Criminal justice is set to be a huge part of that legacy and get a prominent place in the speech. The Obama administration has linked with conservatives and liberals to push changes to the justice system aimed at reducing the number of people put in prison and the length of time nonviolent offenders spend there, and reducing the costs associated with a system that houses more inmates than any other country on Earth. The Obama administration has attempted to address long-standing goals of criminal justice advocates at the highest levels — the administration has supported dramatic changes in the war on drugs and called for an end to many mandatory minimum prison sentences — and the lowest. Obama has taken interest in prison life, becoming the first president to visit a federal prison last July. He’s called for new anti-recidivism programs and more efforts to offer education and other assistance to people behind bars. Changing the way prisons work, the president has said, can reduce the number of people who go in, out, and back into the system.

This is where Allen comes in. In prison, she says, she met women most people from her strata of society — white, wealthy — never come in contact with. One of them was her friend behind bars, Gina Panetta, who died of leukemia while still an inmate at the age of 25. (Allen underwent treatment for cancer while an inmate, as well.) After she was released in March 2009, Allen started an anti-recidivism campaign named for Panetta aimed at helping women behind bars pursue education and job training, learn leadership skills, and line up apprenticeships and jobs for when they get out. Allen started the effort with Panetta’s parents; Panetta’s mother, Diane, will also be at the State of the Union.

"People say, ‘Why should inmates have education? Why should they have anything?’ Well, it's a not privilege or a reward. It's a necessity,” Allen said. “It's a necessity for them and for society. Because they're all going to get out, and if we don't prepare them and help them, they're going to go back to their old life.”

Allen’s programs have been successful, according to data provided by the group. Allen said about 600 inmates at the Arizona prison in which she did time have gone through her program since 2011; about half that number have since left prison, and only 35 have returned after being released.

“That’s a pretty good success rate,” she said.

More focus on what happens the day after prisoners leaves the penitentiary can dramatically reduce the chances they return, Allen said.

"We need to completely reinvent re-entry. We need to start working with inmates and staff right now to create a human resources department,” she said. “We need HR departments in all our prisons that are looking at jobs for inmates before they get out, so when they get out they know they have a job they can use to pay for their halfway house, so they can afford a bus pass, so they can afford toilet paper."

Allen said prisons also need to develop programs for staff to find new jobs in a world where prison populations decline, as many advocates hope they will with changes to the justice system supported by the White House and many libertarian-leaning Republicans.

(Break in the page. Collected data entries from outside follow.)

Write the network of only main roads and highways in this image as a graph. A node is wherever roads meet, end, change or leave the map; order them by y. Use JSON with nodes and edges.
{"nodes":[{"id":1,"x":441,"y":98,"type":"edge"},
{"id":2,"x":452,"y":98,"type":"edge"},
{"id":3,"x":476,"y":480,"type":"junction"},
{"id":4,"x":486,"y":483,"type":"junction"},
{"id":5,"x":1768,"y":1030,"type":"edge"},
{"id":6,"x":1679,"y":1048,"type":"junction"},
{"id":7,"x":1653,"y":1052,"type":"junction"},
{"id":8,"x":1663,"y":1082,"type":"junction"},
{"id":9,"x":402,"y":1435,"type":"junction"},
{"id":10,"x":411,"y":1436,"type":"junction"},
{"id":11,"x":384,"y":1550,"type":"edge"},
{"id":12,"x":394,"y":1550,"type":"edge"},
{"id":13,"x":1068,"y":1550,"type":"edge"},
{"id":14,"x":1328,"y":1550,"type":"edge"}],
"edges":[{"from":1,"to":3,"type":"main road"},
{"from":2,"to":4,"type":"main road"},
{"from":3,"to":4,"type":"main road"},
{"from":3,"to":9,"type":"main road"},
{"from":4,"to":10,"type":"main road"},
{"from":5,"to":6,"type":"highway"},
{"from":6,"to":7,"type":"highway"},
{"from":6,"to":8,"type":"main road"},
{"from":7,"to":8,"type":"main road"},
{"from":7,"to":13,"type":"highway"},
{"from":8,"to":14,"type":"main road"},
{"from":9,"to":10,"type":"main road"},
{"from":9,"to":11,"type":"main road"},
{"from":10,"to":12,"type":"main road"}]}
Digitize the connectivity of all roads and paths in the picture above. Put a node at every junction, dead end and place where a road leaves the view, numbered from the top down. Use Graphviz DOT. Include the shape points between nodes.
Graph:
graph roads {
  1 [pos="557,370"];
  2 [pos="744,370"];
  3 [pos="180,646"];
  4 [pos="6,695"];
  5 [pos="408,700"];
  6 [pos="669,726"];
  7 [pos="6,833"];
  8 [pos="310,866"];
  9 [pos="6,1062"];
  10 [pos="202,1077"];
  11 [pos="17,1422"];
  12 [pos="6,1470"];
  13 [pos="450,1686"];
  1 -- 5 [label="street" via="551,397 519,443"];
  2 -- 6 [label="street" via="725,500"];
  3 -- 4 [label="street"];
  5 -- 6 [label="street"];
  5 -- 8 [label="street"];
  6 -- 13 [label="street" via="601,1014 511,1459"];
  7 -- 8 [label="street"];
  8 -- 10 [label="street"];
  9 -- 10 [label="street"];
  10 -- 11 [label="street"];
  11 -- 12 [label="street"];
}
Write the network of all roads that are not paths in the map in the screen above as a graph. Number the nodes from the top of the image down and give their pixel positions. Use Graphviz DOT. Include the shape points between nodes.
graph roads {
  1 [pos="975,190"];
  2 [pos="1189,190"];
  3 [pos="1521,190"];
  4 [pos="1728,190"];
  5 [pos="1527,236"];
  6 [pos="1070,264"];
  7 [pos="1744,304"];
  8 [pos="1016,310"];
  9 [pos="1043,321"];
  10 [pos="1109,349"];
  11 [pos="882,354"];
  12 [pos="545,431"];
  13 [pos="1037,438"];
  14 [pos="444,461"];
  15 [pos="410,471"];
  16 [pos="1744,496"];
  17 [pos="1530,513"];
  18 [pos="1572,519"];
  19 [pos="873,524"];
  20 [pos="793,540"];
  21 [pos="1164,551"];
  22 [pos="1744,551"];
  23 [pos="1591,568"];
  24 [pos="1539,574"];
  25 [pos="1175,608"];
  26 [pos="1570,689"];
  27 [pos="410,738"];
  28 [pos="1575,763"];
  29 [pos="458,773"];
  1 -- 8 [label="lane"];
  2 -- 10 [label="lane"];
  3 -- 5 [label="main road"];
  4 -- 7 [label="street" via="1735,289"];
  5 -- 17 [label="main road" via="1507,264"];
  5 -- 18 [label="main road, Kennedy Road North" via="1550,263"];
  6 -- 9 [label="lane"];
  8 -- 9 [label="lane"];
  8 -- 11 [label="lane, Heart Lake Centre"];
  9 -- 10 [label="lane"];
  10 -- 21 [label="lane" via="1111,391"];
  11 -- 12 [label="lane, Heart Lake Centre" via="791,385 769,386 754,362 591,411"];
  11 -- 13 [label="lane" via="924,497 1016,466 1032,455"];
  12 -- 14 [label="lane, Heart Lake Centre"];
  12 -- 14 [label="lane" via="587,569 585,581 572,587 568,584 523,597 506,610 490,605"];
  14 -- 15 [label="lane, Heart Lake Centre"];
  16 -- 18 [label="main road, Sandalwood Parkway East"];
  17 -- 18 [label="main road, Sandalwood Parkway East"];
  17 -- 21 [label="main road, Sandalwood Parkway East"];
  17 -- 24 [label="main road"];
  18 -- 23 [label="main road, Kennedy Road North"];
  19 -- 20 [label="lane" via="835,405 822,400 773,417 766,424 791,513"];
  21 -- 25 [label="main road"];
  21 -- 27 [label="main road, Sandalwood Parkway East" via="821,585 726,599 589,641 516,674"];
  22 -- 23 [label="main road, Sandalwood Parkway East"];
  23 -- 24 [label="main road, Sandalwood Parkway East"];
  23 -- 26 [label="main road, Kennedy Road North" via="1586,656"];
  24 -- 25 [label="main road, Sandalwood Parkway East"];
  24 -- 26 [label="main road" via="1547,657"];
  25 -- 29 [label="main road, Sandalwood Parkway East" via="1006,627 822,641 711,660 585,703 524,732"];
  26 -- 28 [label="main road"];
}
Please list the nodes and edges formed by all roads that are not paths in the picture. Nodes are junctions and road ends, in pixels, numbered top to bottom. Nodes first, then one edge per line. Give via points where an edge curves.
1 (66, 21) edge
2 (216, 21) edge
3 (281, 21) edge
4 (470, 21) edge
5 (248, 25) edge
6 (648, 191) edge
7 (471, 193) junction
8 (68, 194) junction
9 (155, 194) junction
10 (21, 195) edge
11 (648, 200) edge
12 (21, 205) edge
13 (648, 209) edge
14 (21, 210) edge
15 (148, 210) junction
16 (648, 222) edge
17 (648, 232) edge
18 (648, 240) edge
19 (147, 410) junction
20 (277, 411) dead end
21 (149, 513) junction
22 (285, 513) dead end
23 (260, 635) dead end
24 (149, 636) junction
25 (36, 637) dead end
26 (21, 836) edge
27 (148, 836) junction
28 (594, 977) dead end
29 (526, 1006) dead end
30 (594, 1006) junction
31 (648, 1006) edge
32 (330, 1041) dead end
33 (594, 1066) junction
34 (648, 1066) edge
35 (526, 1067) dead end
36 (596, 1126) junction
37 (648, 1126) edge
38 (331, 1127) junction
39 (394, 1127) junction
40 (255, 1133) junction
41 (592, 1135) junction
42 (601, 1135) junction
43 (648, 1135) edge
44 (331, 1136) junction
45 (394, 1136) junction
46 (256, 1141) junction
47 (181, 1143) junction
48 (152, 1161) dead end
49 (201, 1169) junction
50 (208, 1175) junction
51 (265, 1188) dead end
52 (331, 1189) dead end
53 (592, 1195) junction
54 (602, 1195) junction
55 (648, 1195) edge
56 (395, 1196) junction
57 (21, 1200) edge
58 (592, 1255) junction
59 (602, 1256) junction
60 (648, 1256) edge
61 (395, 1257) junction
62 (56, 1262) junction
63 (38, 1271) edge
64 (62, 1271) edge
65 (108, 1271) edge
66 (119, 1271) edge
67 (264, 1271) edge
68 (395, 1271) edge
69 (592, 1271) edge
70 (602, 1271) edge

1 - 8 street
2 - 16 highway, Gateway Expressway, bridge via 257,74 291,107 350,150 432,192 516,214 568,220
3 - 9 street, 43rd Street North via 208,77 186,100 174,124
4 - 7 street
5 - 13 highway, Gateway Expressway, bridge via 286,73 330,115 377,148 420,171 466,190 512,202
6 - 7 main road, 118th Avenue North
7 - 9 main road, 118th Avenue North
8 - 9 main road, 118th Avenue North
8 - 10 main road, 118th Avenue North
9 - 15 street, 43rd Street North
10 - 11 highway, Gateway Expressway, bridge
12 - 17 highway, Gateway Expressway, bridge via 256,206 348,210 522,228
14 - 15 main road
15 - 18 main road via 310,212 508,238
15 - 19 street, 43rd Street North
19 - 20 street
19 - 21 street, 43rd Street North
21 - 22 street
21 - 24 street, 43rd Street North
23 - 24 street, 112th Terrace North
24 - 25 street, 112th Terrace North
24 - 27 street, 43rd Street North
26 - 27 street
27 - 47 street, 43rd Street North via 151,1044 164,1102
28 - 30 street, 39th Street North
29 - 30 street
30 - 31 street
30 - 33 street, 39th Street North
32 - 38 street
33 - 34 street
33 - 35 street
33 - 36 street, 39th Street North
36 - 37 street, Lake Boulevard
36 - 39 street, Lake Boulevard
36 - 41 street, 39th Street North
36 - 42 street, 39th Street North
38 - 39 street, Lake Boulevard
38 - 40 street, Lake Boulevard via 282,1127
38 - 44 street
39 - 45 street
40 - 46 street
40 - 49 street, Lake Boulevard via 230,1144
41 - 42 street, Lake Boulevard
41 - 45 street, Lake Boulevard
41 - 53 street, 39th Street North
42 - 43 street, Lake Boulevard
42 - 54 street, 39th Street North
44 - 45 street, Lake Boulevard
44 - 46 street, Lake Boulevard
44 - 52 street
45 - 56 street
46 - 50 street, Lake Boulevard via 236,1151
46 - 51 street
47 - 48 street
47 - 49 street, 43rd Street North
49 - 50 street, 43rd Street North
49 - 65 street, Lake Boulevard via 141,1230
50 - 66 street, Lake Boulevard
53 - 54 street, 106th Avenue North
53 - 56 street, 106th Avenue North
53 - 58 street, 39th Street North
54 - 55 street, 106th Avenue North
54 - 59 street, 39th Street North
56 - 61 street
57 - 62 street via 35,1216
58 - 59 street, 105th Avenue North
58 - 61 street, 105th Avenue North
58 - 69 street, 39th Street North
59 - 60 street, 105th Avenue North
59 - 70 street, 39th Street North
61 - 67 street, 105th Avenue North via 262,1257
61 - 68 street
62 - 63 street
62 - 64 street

For women behind bars, Allen’s appearance at the State of the Union is a signal from the White House that it endorses programs like hers for prisons across the country. For Allen, the trip to the State of the Union as a guest of the president, and the visit to the White House that generally comes with it, will be an unlikely bookend to her strange trip from the cushiest parts of American life to the roughest. During the George H.W. Bush administration, Allen — then a prominent jewelry designer — was commissioned by a Washington group to make a pin commemorating Bush's Thousand Points of Light volunteerism initiative that was presented to Barbara Bush. It was years before her fall from grace, flee from the law, prison sentence, cancer diagnosis — and attempt to use her experience for good.

When she got the call from the White House offering her one of the president’s tickets to the State of the Union, she didn’t believe it was real. After the president’s staffer hung up, Allen called the White House switchboard to confirm the call was genuine. In an interview last week, she still seemed a little shocked that it was.

“I’ve gone from the White House to the big house to the White House,” she said.